> [Task to carry out]: Look through the material below and count the lines that hold "Answer". Give that number by itself.

> [Given entries]:
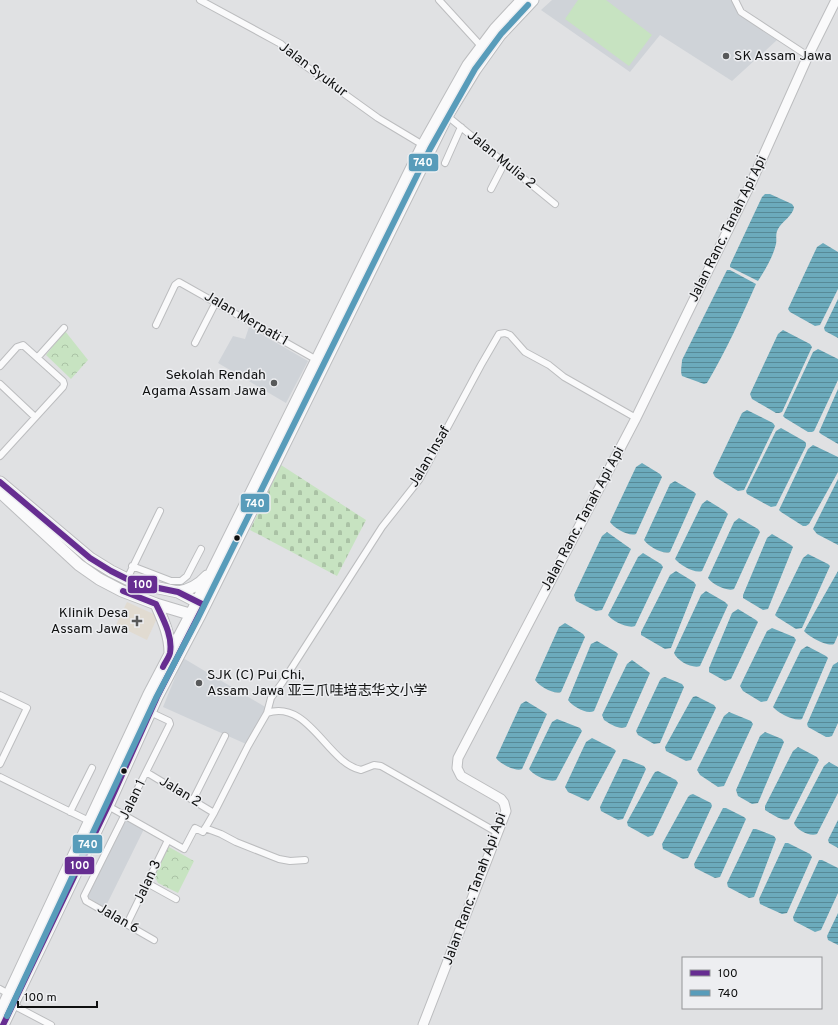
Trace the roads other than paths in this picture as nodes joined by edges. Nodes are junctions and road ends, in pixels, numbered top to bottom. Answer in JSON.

==

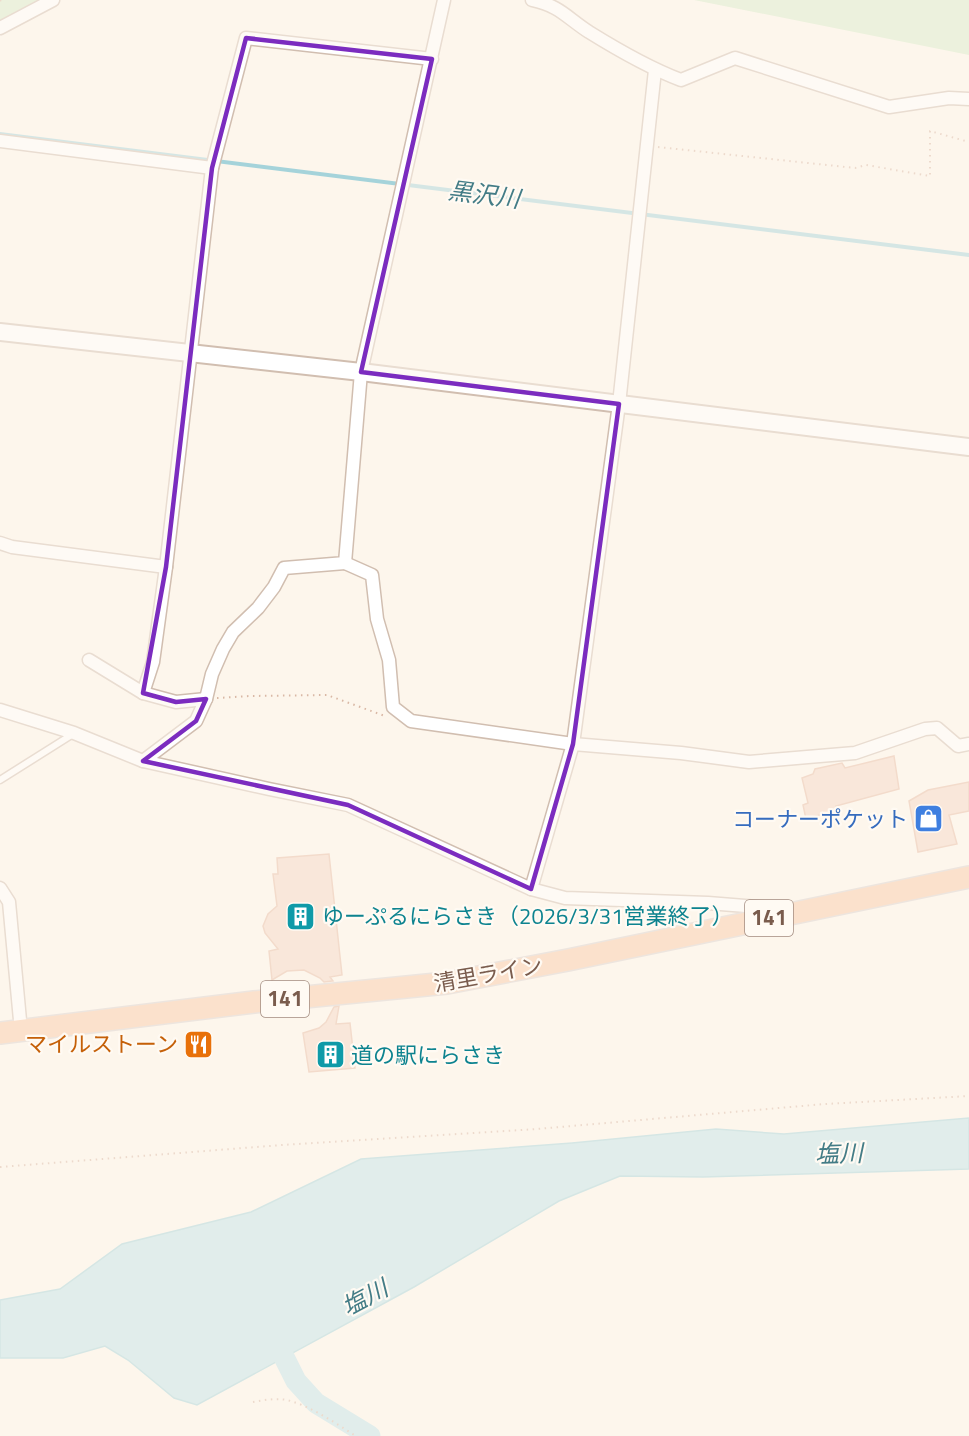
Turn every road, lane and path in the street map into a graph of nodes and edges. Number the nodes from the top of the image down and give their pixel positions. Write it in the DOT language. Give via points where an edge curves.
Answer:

* * *

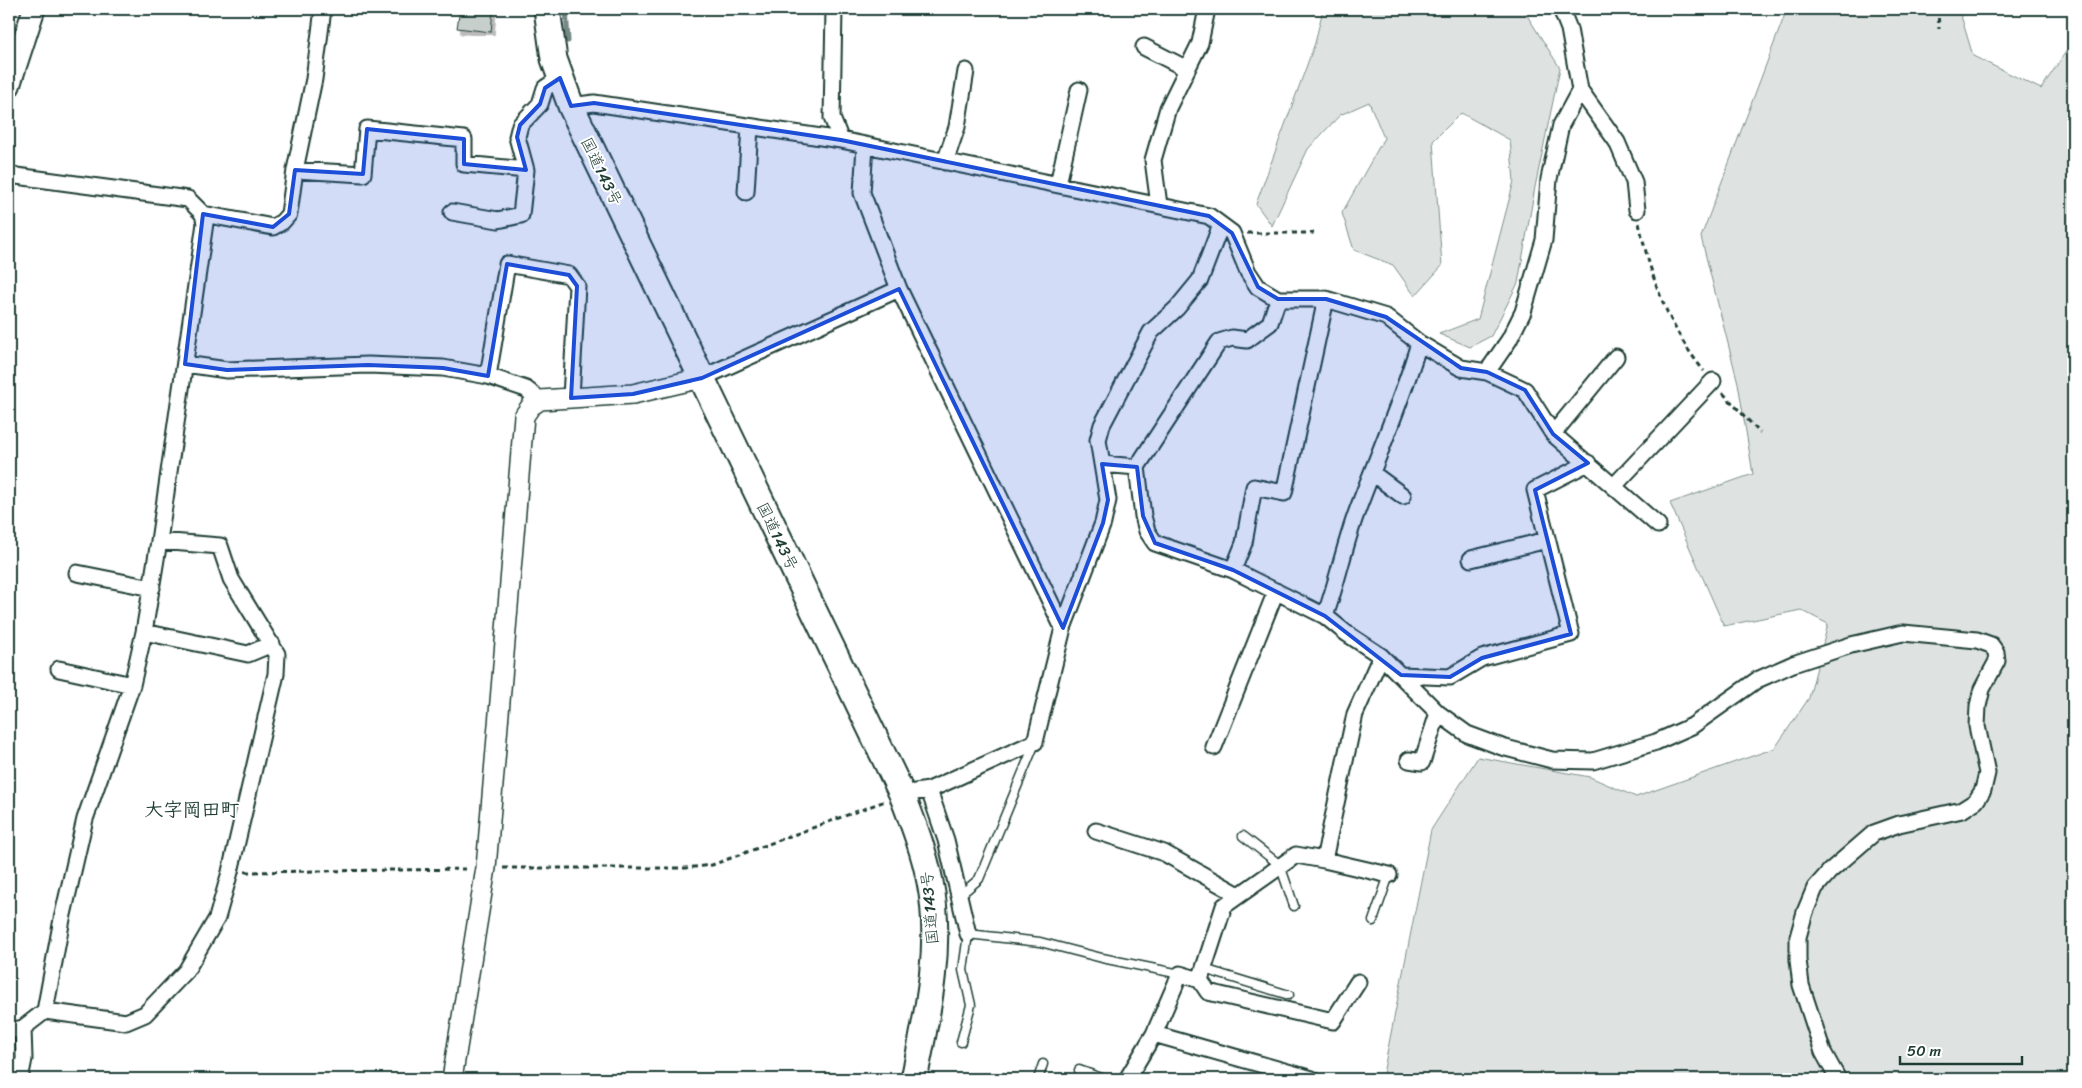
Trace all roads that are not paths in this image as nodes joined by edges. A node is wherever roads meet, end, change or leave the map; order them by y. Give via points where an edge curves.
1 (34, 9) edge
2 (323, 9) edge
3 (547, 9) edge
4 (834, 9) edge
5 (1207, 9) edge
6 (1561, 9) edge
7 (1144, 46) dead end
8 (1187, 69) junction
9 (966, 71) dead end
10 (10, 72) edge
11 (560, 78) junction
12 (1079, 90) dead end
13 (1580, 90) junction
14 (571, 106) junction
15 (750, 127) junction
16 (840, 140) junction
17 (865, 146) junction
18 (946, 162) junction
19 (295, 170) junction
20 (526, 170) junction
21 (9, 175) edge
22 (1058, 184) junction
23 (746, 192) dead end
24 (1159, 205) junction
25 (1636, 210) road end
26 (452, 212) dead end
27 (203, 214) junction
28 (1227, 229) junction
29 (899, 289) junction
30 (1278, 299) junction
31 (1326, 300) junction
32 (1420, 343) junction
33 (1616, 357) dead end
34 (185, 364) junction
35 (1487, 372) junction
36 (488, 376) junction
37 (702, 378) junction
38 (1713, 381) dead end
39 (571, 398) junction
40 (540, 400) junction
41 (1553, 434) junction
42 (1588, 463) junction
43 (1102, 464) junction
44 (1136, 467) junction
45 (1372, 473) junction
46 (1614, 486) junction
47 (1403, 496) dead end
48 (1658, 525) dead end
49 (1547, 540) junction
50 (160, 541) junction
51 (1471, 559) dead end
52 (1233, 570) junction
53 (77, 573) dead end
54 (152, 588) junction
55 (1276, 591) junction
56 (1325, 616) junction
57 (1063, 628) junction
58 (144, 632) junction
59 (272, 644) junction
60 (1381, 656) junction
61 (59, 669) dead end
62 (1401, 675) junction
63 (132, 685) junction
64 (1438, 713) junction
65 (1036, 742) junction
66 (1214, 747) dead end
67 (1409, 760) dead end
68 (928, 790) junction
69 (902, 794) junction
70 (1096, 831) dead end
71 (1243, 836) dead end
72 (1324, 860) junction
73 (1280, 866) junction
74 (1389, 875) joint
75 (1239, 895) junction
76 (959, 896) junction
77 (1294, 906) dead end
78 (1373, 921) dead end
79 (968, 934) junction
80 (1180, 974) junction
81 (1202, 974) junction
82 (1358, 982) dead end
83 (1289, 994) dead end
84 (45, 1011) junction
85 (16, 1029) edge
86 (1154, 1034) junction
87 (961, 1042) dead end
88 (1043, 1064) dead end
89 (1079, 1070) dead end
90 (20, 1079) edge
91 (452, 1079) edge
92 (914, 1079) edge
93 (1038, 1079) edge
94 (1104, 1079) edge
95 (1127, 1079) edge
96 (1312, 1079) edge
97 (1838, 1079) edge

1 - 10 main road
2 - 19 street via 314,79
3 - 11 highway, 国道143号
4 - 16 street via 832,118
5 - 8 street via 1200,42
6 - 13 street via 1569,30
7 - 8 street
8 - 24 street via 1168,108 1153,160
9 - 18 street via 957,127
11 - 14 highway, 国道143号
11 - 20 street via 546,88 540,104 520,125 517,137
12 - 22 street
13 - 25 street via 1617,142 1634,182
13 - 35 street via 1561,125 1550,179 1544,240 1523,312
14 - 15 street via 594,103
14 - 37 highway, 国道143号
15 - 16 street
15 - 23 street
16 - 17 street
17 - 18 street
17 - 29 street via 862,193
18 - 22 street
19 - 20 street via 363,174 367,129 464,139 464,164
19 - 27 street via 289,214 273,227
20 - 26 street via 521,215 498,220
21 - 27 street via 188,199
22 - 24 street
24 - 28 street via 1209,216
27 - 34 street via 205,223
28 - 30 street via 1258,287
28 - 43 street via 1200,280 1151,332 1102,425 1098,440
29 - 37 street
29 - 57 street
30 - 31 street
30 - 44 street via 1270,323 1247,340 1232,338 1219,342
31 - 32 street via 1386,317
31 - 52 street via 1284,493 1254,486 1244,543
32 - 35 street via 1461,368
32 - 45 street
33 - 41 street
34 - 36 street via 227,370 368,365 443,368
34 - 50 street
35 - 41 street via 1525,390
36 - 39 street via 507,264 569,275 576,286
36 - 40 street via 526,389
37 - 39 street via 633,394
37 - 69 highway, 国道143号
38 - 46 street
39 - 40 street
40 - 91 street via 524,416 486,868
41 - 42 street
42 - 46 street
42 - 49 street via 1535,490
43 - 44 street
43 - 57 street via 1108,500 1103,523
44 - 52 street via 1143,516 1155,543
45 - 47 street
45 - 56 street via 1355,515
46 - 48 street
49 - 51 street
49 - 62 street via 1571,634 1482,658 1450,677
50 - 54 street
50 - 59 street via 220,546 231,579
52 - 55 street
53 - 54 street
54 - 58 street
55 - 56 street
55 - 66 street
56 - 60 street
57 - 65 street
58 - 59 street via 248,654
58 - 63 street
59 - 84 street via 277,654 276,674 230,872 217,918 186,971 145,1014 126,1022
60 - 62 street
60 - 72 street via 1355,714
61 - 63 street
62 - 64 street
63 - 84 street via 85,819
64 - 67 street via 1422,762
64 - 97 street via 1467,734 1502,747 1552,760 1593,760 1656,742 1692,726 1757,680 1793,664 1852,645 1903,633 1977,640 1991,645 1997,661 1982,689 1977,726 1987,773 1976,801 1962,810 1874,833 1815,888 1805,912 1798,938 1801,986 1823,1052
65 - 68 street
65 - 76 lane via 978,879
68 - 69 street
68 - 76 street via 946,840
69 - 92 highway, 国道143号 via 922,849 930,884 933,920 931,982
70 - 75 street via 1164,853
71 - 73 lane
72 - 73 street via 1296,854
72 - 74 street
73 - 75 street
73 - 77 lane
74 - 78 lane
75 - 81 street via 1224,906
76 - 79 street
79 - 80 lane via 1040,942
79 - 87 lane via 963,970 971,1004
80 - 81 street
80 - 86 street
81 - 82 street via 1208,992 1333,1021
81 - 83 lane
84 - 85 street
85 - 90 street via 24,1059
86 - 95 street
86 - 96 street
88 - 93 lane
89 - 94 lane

> [Completed exercise]: 2